I find this interesting because people will apply this type of thinking to one
area and almost exactly the opposite to others. In other words, yeah, there
are laws/rules but it is OK to violate them or have no consequences.

One obvious example of this is the hotly debated illegal immigration issue in
the US. US law clearly establishes what is required in order to emigrate to
this country legally. And it further establishes that this legal status is the
only way to live and work here permanently.
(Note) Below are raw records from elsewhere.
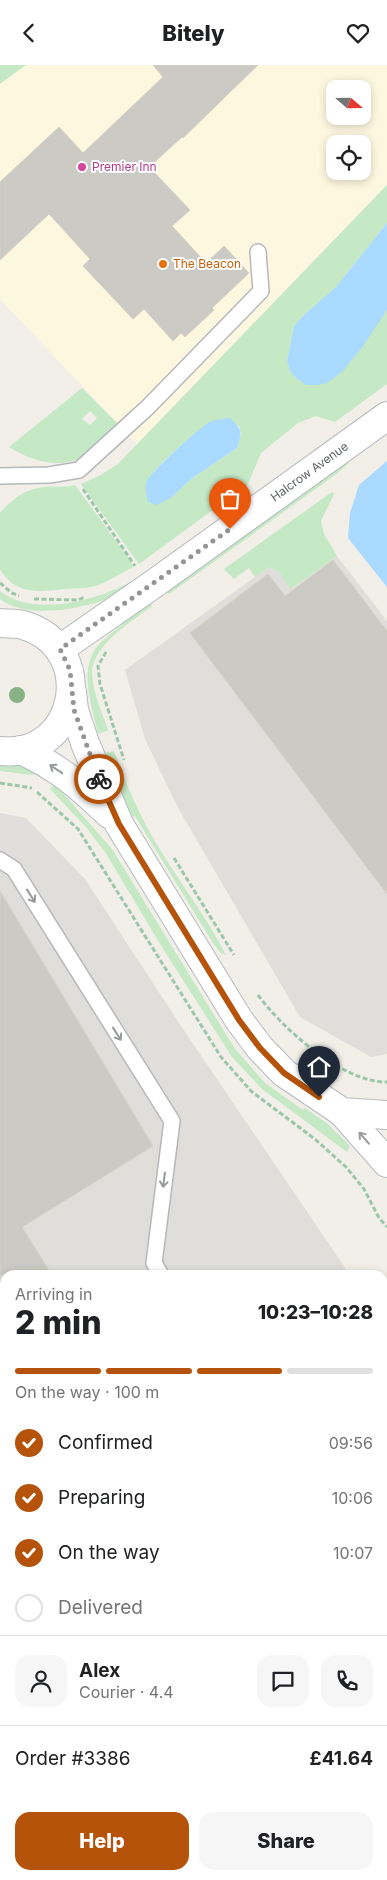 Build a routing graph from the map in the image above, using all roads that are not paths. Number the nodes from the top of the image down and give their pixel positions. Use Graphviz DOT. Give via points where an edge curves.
graph roads {
  1 [pos="258,252"];
  2 [pos="387,415"];
  3 [pos="0,476"];
  4 [pos="5,621"];
  5 [pos="60,649"];
  6 [pos="72,692"];
  7 [pos="10,751"];
  8 [pos="119,824"];
  9 [pos="0,860"];
  10 [pos="342,1112"];
  11 [pos="387,1115"];
  12 [pos="387,1163"];
  13 [pos="158,1270"];
  1 -- 3 [label="lane" via="261,291 148,407 79,470 49,475"];
  2 -- 5 [label="street, Halcrow Avenue"];
  4 -- 5 [label="street" via="43,633"];
  5 -- 6 [label="street" via="70,670"];
  6 -- 7 [label="street" via="67,712 56,730 40,743"];
  6 -- 8 [label="street" via="74,710 85,743"];
  8 -- 7 [label="street, one-way" via="57,768"];
  8 -- 10 [label="street" via="239,1020 260,1048 284,1073"];
  9 -- 13 [label="lane, one-way" via="14,869 172,1121 154,1263"];
  10 -- 11 [label="street"];
  12 -- 10 [label="street, one-way"];
} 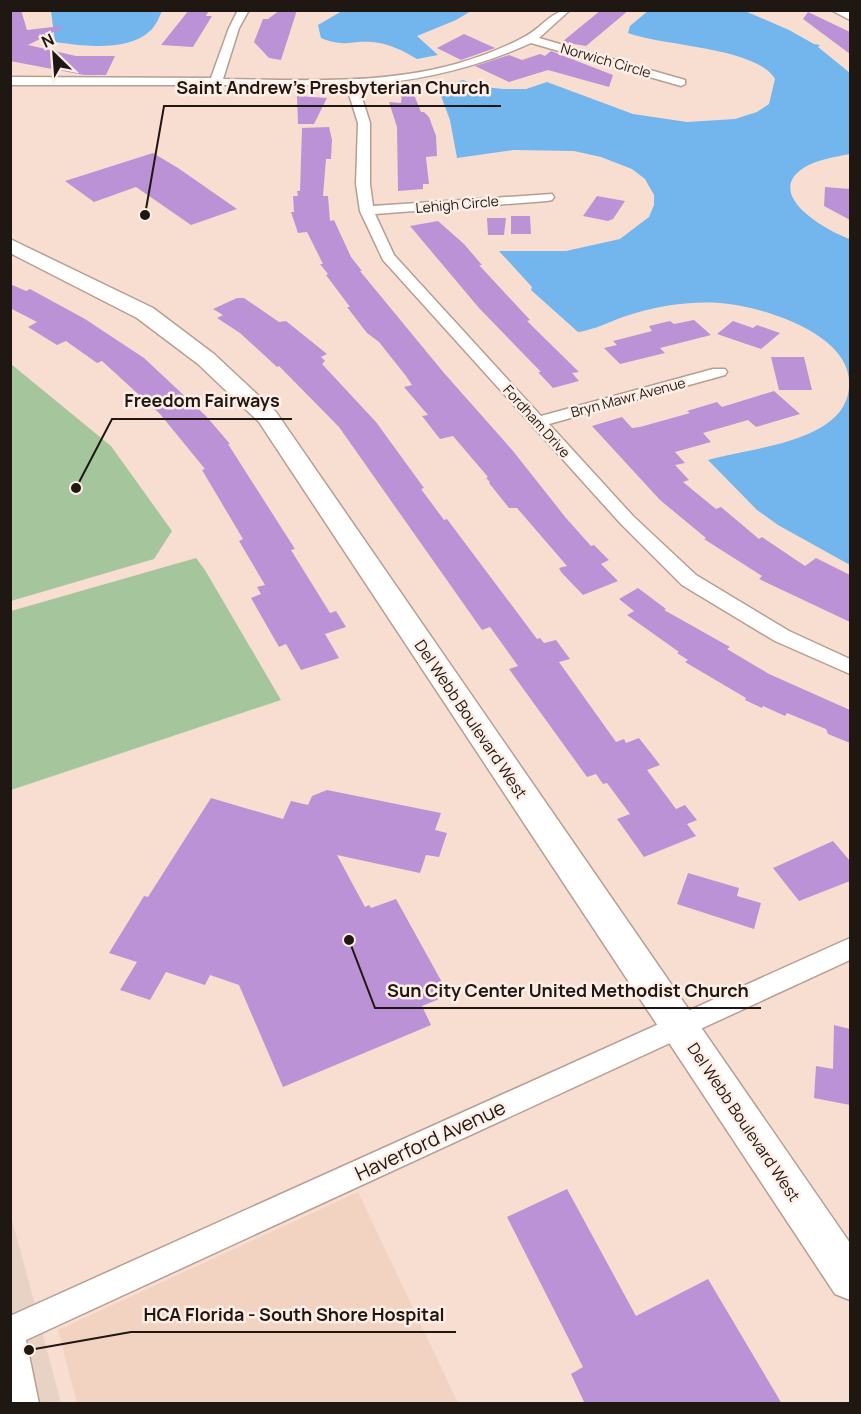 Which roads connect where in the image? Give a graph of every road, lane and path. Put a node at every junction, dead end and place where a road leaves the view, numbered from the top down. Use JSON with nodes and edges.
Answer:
{"nodes":[{"id":1,"x":244,"y":10,"type":"edge"},
{"id":2,"x":565,"y":10,"type":"edge"},
{"id":3,"x":836,"y":10,"type":"edge"},
{"id":4,"x":850,"y":17,"type":"edge"},
{"id":5,"x":531,"y":39,"type":"junction"},
{"id":6,"x":10,"y":81,"type":"edge"},
{"id":7,"x":351,"y":81,"type":"junction"},
{"id":8,"x":216,"y":82,"type":"junction"},
{"id":9,"x":681,"y":82,"type":"dead end"},
{"id":10,"x":547,"y":197,"type":"dead end"},
{"id":11,"x":368,"y":211,"type":"junction"},
{"id":12,"x":10,"y":245,"type":"edge"},
{"id":13,"x":719,"y":372,"type":"dead end"},
{"id":14,"x":537,"y":422,"type":"junction"},
{"id":15,"x":850,"y":667,"type":"edge"},
{"id":16,"x":850,"y":949,"type":"edge"},
{"id":17,"x":679,"y":1027,"type":"junction"},
{"id":18,"x":850,"y":1280,"type":"edge"},
{"id":19,"x":10,"y":1332,"type":"edge"},
{"id":20,"x":10,"y":1338,"type":"edge"},
{"id":21,"x":24,"y":1404,"type":"edge"}],
"edges":[{"from":1,"to":8,"type":"street"},
{"from":2,"to":5,"type":"street"},
{"from":3,"to":4,"type":"street"},
{"from":5,"to":7,"type":"street"},
{"from":5,"to":9,"type":"street","name":"Norwich Circle"},
{"from":6,"to":8,"type":"street"},
{"from":7,"to":8,"type":"street"},
{"from":7,"to":11,"type":"street","name":"Fordham Drive"},
{"from":10,"to":11,"type":"street","name":"Lehigh Circle"},
{"from":11,"to":14,"type":"street","name":"Fordham Drive"},
{"from":12,"to":17,"type":"street","name":"Del Webb Boulevard West"},
{"from":13,"to":14,"type":"street","name":"Bryn Mawr Avenue"},
{"from":14,"to":15,"type":"street","name":"Fordham Drive"},
{"from":16,"to":17,"type":"street","name":"Haverford Avenue"},
{"from":17,"to":18,"type":"street","name":"Del Webb Boulevard West"},
{"from":17,"to":19,"type":"street","name":"Haverford Avenue"},
{"from":20,"to":21,"type":"street"}]}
If we live by this idea that "in a society with a rule of law there has to be
consequences" the US ought to deport millions of people (or otherwise impose
severe-enough penalties).

BTW, I am not picking on you, you are not the only person to utter these
words. I am referring to the general use of this position rather than your use
of it. And, BTW #2, I don't for a moment believe we ought to deport everyone.

Many questions here:

What is "the rule of law"?

When can or should laws be ignored?

Who decides?

If a law was a law (not being ignored) at the time the transgression took
place and we desire to live where "in a society with a rule of law there has
to be consequences" should these consequences be applied regardless of how we
might feel today?

If rules or laws can be selectively applied or ignored at any time in the
future, could one make the argument that they are effectively not rules or
laws and one, as an individual, is free to ignore them? If they are not
serious enough that they can be ignored, why should anyone take them
seriously?

Do laws mean anything if they are not enforced consistently and uniformly
across the population?

For example: Why do I have to pay taxes if people are allowed to remain in the
country illegally?

Both are laws. One is applied uniformly. The other isn't. I am not passing
judgement on immigrants here, these are easy examples to reach for.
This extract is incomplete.